*** Opening Exercise data ***
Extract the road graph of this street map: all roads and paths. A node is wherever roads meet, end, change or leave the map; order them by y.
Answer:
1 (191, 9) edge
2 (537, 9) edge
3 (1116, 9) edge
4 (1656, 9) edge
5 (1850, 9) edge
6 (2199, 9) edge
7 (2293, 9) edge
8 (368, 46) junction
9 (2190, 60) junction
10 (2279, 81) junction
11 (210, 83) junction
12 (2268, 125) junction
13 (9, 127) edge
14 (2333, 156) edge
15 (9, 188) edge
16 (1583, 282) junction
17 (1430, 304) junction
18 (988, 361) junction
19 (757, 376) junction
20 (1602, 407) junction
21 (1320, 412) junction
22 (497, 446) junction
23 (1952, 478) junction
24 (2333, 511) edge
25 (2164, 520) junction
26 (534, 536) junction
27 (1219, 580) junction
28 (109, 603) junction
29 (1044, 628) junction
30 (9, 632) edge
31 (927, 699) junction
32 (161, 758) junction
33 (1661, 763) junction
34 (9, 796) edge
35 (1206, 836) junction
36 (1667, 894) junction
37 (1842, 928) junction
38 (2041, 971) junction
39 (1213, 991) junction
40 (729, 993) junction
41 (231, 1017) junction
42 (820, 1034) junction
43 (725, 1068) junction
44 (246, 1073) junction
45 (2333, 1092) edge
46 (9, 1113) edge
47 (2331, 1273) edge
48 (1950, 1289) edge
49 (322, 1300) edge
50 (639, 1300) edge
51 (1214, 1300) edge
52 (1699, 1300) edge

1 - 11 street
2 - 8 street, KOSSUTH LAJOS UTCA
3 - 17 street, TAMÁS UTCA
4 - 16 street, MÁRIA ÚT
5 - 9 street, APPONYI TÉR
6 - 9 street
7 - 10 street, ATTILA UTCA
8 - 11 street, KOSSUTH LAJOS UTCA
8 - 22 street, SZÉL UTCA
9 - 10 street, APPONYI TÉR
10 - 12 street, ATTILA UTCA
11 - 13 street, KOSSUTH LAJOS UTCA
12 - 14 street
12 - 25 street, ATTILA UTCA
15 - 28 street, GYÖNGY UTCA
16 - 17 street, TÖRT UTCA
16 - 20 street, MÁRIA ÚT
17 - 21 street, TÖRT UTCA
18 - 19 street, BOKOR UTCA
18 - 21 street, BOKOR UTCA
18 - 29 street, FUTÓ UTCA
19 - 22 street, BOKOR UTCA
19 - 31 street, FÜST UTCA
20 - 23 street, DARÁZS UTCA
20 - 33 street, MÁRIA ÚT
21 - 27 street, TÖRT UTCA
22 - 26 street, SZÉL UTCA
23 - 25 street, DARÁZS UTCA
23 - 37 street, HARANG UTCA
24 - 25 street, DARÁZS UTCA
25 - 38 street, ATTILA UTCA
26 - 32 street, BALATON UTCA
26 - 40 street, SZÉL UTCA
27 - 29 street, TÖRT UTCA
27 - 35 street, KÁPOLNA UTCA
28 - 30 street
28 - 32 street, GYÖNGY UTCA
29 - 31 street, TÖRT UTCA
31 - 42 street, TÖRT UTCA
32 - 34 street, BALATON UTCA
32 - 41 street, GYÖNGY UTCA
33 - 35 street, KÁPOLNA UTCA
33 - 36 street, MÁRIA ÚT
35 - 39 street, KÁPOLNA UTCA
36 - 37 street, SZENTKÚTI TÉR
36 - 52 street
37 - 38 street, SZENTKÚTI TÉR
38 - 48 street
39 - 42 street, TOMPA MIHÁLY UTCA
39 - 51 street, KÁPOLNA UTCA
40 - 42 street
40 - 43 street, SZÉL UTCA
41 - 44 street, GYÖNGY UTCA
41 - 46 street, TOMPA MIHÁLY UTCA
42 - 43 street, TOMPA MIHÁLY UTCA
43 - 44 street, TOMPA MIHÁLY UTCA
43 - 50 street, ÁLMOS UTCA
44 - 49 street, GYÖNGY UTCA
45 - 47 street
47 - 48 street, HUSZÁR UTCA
*** Closing Exercise data ***
- Work instruction:
Could you copy every line from the records that has "KÁPOLNA" in it?

- Problem solution:
27 - 35 street, KÁPOLNA UTCA
33 - 35 street, KÁPOLNA UTCA
35 - 39 street, KÁPOLNA UTCA
39 - 51 street, KÁPOLNA UTCA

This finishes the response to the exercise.